Cornell youth crisis intervention expert helps Russia cope with teens who need special care

With skyrocketing rates of drug and alcohol abuse and teen suicide throughout Russia, the city of Nizhni Novgorod needed ways to help its youth cope with anger and despair. As part of this effort, Martha Holden, director of Cornell University's Residential Child Care Project, gave an intensive seven-day training in Russia last month.

With two interpreters and her 312-page manual translated into Russian, including format and colored coding, Holden, aided by two colleagues, gave the Cornell Family Life Development Center (FLDC) Therapeutic Crisis Intervention (TCI) training to 16 college professors, psychologists and others. They in turn, will train child-care workers in behavior management skills to enable them to manage acute anger and despair in their young charges.

The center's training program is used throughout the English-speaking world; it's offered nine times a year in New York state and about 30 times a year throughout North America, Europe and Australia, as part of the child care project, a unit of FLDC, a research, outreach and training facility with responsibilities in the areas of family stress and child abuse and maltreatment. Although the training has been translated into Spanish for use in Puerto Rico, this is the first time the training has been given in a non-English-speaking country.

The therapeutic crisis intervention training teaches residential child-care staff who work in group homes, institutions and foster care how to prevent crises, de-escalate conflicts, manage acute crisis phases and reduce potential and actual injury to children and staff. It also helps institutions maintain documentation and provides follow-up refresher courses.

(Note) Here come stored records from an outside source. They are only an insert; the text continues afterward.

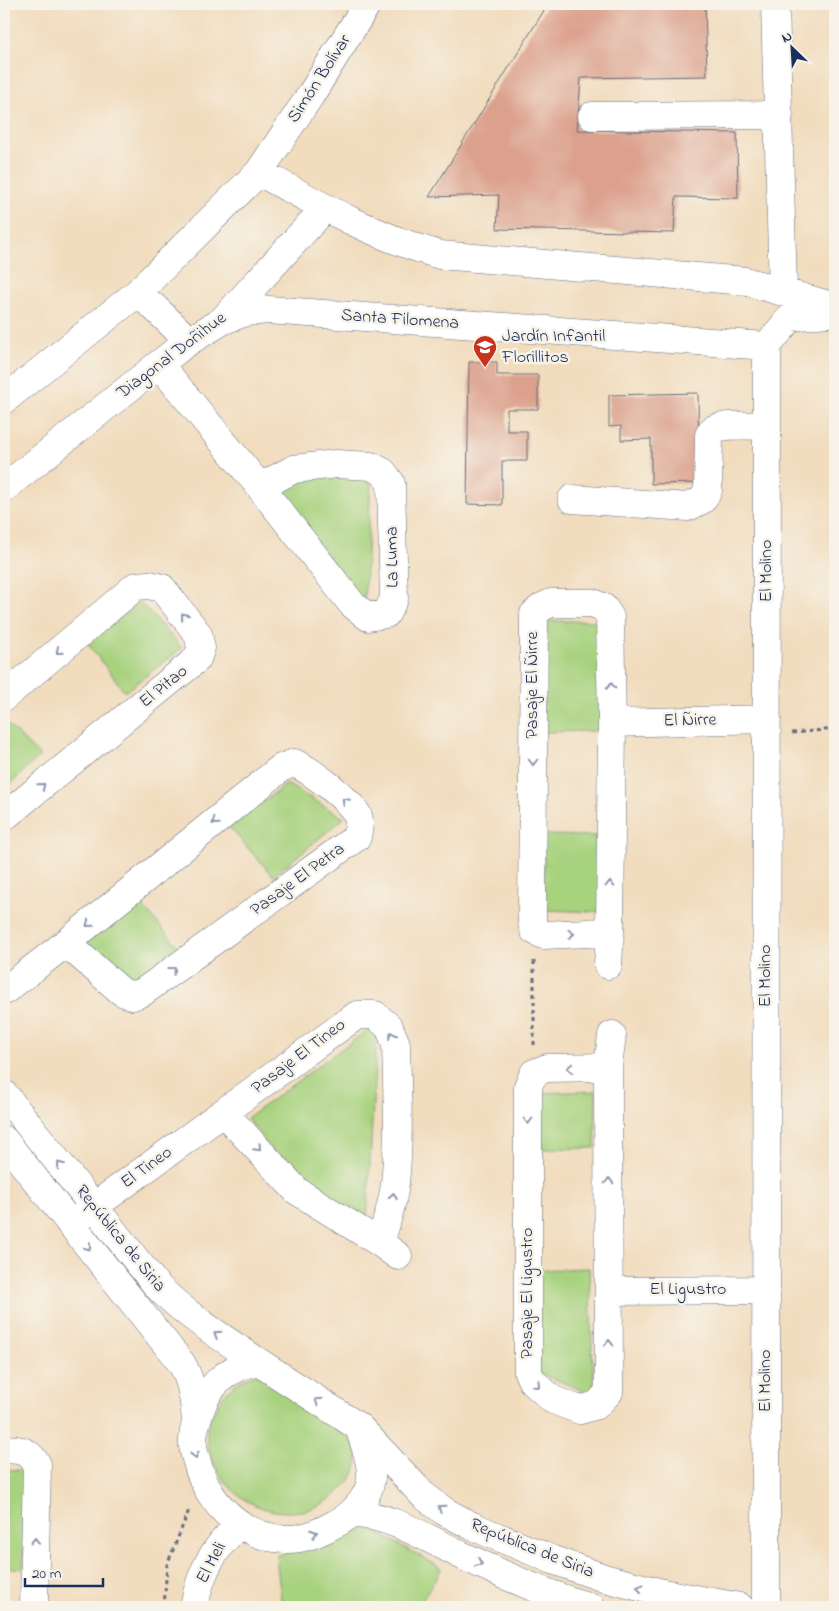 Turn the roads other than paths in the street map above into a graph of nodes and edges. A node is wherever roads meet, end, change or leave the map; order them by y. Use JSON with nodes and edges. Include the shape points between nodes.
{"nodes":[{"id":1,"x":367,"y":4,"type":"edge"},
{"id":2,"x":775,"y":4,"type":"edge"},
{"id":3,"x":779,"y":115,"type":"junction"},
{"id":4,"x":592,"y":116,"type":"dead end"},
{"id":5,"x":266,"y":162,"type":"junction"},
{"id":6,"x":324,"y":208,"type":"junction"},
{"id":7,"x":784,"y":291,"type":"junction"},
{"id":8,"x":137,"y":293,"type":"junction"},
{"id":9,"x":835,"y":307,"type":"edge"},
{"id":10,"x":835,"y":312,"type":"edge"},
{"id":11,"x":222,"y":321,"type":"junction"},
{"id":12,"x":189,"y":341,"type":"junction"},
{"id":13,"x":767,"y":346,"type":"junction"},
{"id":14,"x":159,"y":364,"type":"junction"},
{"id":15,"x":4,"y":400,"type":"edge"},
{"id":16,"x":767,"y":426,"type":"junction"},
{"id":17,"x":260,"y":487,"type":"junction"},
{"id":18,"x":4,"y":488,"type":"edge"},
{"id":19,"x":572,"y":499,"type":"dead end"},
{"id":20,"x":4,"y":697,"type":"edge"},
{"id":21,"x":612,"y":723,"type":"junction"},
{"id":22,"x":767,"y":727,"type":"junction"},
{"id":23,"x":4,"y":817,"type":"edge"},
{"id":24,"x":610,"y":932,"type":"junction"},
{"id":25,"x":66,"y":943,"type":"junction"},
{"id":26,"x":608,"y":965,"type":"dead end"},
{"id":27,"x":4,"y":991,"type":"edge"},
{"id":28,"x":612,"y":1035,"type":"dead end"},
{"id":29,"x":608,"y":1067,"type":"junction"},
{"id":30,"x":4,"y":1094,"type":"edge"},
{"id":31,"x":224,"y":1113,"type":"junction"},
{"id":32,"x":4,"y":1140,"type":"edge"},
{"id":33,"x":94,"y":1207,"type":"junction"},
{"id":34,"x":70,"y":1224,"type":"junction"},
{"id":35,"x":766,"y":1290,"type":"junction"},
{"id":36,"x":609,"y":1291,"type":"junction"},
{"id":37,"x":257,"y":1361,"type":"junction"},
{"id":38,"x":196,"y":1420,"type":"junction"},
{"id":39,"x":359,"y":1427,"type":"junction"},
{"id":40,"x":4,"y":1449,"type":"edge"},
{"id":41,"x":353,"y":1514,"type":"junction"},
{"id":42,"x":240,"y":1524,"type":"junction"},
{"id":43,"x":34,"y":1607,"type":"edge"},
{"id":44,"x":194,"y":1607,"type":"edge"},
{"id":45,"x":591,"y":1607,"type":"edge"},
{"id":46,"x":740,"y":1607,"type":"edge"},
{"id":47,"x":766,"y":1607,"type":"edge"}],
"edges":[{"from":1,"to":5,"type":"street","name":"Simón Bolívar"},
{"from":2,"to":3,"type":"street"},
{"from":3,"to":4,"type":"street"},
{"from":3,"to":7,"type":"street"},
{"from":5,"to":6,"type":"street"},
{"from":5,"to":8,"type":"street","name":"Simón Bolívar"},
{"from":6,"to":7,"type":"street","via":[[440,255],[745,281]]},
{"from":6,"to":11,"type":"street","name":"Diagonal Doñihue"},
{"from":7,"to":9,"type":"street"},
{"from":8,"to":12,"type":"street"},
{"from":8,"to":15,"type":"street","name":"Simón Bolívar"},
{"from":10,"to":13,"type":"street","via":[[791,317]]},
{"from":11,"to":12,"type":"street","name":"Diagonal Doñihue"},
{"from":11,"to":13,"type":"street","name":"Santa Filomena","via":[[246,312],[268,310]]},
{"from":12,"to":14,"type":"street","name":"Diagonal Doñihue"},
{"from":13,"to":16,"type":"street","name":"El Molino"},
{"from":14,"to":17,"type":"street","name":"La Luma"},
{"from":14,"to":18,"type":"street","name":"Diagonal Doñihue"},
{"from":16,"to":19,"type":"street","via":[[724,427],[712,431],[709,435],[708,491],[702,500],[688,507]]},
{"from":16,"to":22,"type":"street","name":"El Molino"},
{"from":17,"to":17,"type":"street","name":"La Luma","via":[[294,469],[336,464],[371,466],[382,472],[391,484],[394,570],[394,598],[386,614],[368,617],[352,604]]},
{"from":23,"to":20,"type":"street","name":"El Pitao","one_way":true,"via":[[197,659],[201,648],[198,634],[162,588],[136,586]]},
{"from":21,"to":22,"type":"street","name":"El Ñirre"},
{"from":24,"to":21,"type":"street","name":"Pasaje El Ñirre","one_way":true},
{"from":21,"to":24,"type":"street","name":"Pasaje El Ñirre","one_way":true,"via":[[610,616],[604,608],[593,603],[551,603],[542,607],[534,614],[532,922],[534,930],[543,935]]},
{"from":22,"to":35,"type":"street","name":"El Molino"},
{"from":24,"to":26,"type":"street","name":"Pasaje El Ñirre"},
{"from":25,"to":25,"type":"street","name":"Pasaje El Petra","one_way":true,"via":[[122,992],[133,996],[143,992],[357,837],[357,814],[307,768],[294,763],[281,768]]},
{"from":25,"to":27,"type":"street"},
{"from":28,"to":29,"type":"street","name":"Pasaje El Ligustro"},
{"from":36,"to":29,"type":"street","name":"Pasaje El Ligustro","one_way":true},
{"from":29,"to":36,"type":"street","name":"Pasaje El Ligustro","one_way":true,"via":[[547,1068],[534,1073],[528,1086],[528,1372],[532,1381],[553,1400],[580,1410],[597,1405],[609,1392]]},
{"from":33,"to":30,"type":"street","name":"República de Siria","one_way":true},
{"from":31,"to":31,"type":"street","name":"Pasaje El Tineo","one_way":true,"via":[[297,1191],[389,1250],[397,1159],[396,1044],[389,1027],[375,1015],[356,1015]]},
{"from":31,"to":33,"type":"street","name":"El Tineo"},
{"from":32,"to":34,"type":"street","name":"República de Siria"},
{"from":33,"to":34,"type":"street","name":"El Tineo"},
{"from":37,"to":33,"type":"street","name":"República de Siria","one_way":true,"via":[[174,1303]]},
{"from":34,"to":38,"type":"street","name":"República de Siria","one_way":true,"via":[[182,1364],[194,1394]]},
{"from":35,"to":36,"type":"street","name":"El Ligustro"},
{"from":35,"to":47,"type":"street","name":"El Molino"},
{"from":37,"to":38,"type":"street","via":[[234,1368],[223,1376],[202,1403]]},
{"from":39,"to":37,"type":"street","one_way":true},
{"from":38,"to":42,"type":"street","one_way":true,"via":[[193,1442],[199,1469],[226,1514]]},
{"from":39,"to":41,"type":"street","via":[[369,1459],[370,1482]]},
{"from":46,"to":39,"type":"street","name":"República de Siria","one_way":true,"via":[[663,1594],[604,1578],[472,1526],[423,1496]]},
{"from":43,"to":40,"type":"street","one_way":true,"via":[[37,1464],[22,1450]]},
{"from":42,"to":41,"type":"street","one_way":true,"via":[[256,1534],[300,1538]]},
{"from":41,"to":45,"type":"street","name":"República de Siria","one_way":true,"via":[[388,1520],[535,1587]]},
{"from":42,"to":44,"type":"street","name":"El Meli","via":[[224,1538],[205,1571]]}]}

"In Russia, problem youths are either in adult jails or attend special classes at schools," says Holden, a senior extension associate who has been conducting these trainings since 1990. The group in Nizhni Novgorod, the third largest-city in Russia, which was closed to foreigners for 45 years until 1990 and formerly was known as Gorky, heard about Cornell's model program through the British Council, which funded the trip and training in Russia.

"With my Cornell colleagues, Nick Pidgeon and Jack Holden, we tried to help the Russians look at a young person in crisis as an opportunity to deconstruct the event with the kids involved and give them better ways to behave. At the same time, we show child-care workers how to learn from each crisis and discuss strategies with the youth so that similar situations may be handled better next time," Holden says. "We also work on the climate of child caring organizations, to ensure that supervisors help child-care workers avoid power struggles and provide adequate support to employees."

Holden will continue to consult with the Russian group as it develops its programs. The professionals taking her training earn only about $5 a week and face numerous challenges such as housing shortages and few, if any, regulations to guide them. "Their situation is serious," she says, "but I hope our training will at least help get a residential program off the ground to help their problem teen-agers."